Work instructions: Transcribe all of the records precisely as they are presented.

Segment Open

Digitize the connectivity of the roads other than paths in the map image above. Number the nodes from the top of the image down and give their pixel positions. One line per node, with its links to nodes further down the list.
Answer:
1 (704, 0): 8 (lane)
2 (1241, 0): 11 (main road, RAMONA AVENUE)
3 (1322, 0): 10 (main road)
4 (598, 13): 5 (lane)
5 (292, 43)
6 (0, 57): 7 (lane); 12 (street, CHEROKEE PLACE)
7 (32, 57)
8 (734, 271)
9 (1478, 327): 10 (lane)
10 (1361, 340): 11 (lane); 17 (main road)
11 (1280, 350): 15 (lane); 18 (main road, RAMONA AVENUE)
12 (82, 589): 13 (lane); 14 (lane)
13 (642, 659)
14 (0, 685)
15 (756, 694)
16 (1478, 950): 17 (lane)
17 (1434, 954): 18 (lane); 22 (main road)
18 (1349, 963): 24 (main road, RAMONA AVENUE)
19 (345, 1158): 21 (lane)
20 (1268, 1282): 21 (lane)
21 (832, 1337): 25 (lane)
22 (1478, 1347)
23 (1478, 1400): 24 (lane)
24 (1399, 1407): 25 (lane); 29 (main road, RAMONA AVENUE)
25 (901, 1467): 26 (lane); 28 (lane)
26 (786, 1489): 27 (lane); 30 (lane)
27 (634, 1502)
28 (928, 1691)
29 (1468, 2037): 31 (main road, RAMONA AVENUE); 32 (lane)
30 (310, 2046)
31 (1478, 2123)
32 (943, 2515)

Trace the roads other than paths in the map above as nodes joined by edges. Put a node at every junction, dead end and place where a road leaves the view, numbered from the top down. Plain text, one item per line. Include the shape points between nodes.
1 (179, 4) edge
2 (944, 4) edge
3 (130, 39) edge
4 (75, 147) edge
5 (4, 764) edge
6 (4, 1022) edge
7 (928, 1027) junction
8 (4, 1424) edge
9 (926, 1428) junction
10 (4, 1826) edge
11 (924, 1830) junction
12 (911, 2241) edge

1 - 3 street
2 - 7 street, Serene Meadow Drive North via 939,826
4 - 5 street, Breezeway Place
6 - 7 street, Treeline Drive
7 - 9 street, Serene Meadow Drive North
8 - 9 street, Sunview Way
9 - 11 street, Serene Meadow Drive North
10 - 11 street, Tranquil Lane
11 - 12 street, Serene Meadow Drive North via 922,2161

Segment Closed

Reply:
Digitize the connectivity of the roads other than paths in the map image above. Number the nodes from the top of the image down and give their pixel positions. One line per node, with its links to nodes further down the list.
Answer:
1 (704, 0): 8 (lane)
2 (1241, 0): 11 (main road, RAMONA AVENUE)
3 (1322, 0): 10 (main road)
4 (598, 13): 5 (lane)
5 (292, 43)
6 (0, 57): 7 (lane); 12 (street, CHEROKEE PLACE)
7 (32, 57)
8 (734, 271)
9 (1478, 327): 10 (lane)
10 (1361, 340): 11 (lane); 17 (main road)
11 (1280, 350): 15 (lane); 18 (main road, RAMONA AVENUE)
12 (82, 589): 13 (lane); 14 (lane)
13 (642, 659)
14 (0, 685)
15 (756, 694)
16 (1478, 950): 17 (lane)
17 (1434, 954): 18 (lane); 22 (main road)
18 (1349, 963): 24 (main road, RAMONA AVENUE)
19 (345, 1158): 21 (lane)
20 (1268, 1282): 21 (lane)
21 (832, 1337): 25 (lane)
22 (1478, 1347)
23 (1478, 1400): 24 (lane)
24 (1399, 1407): 25 (lane); 29 (main road, RAMONA AVENUE)
25 (901, 1467): 26 (lane); 28 (lane)
26 (786, 1489): 27 (lane); 30 (lane)
27 (634, 1502)
28 (928, 1691)
29 (1468, 2037): 31 (main road, RAMONA AVENUE); 32 (lane)
30 (310, 2046)
31 (1478, 2123)
32 (943, 2515)

Trace the roads other than paths in the map above as nodes joined by edges. Put a node at every junction, dead end and place where a road leaves the view, numbered from the top down. Plain text, one item per line. Include the shape points between nodes.
1 (179, 4) edge
2 (944, 4) edge
3 (130, 39) edge
4 (75, 147) edge
5 (4, 764) edge
6 (4, 1022) edge
7 (928, 1027) junction
8 (4, 1424) edge
9 (926, 1428) junction
10 (4, 1826) edge
11 (924, 1830) junction
12 (911, 2241) edge

1 - 3 street
2 - 7 street, Serene Meadow Drive North via 939,826
4 - 5 street, Breezeway Place
6 - 7 street, Treeline Drive
7 - 9 street, Serene Meadow Drive North
8 - 9 street, Sunview Way
9 - 11 street, Serene Meadow Drive North
10 - 11 street, Tranquil Lane
11 - 12 street, Serene Meadow Drive North via 922,2161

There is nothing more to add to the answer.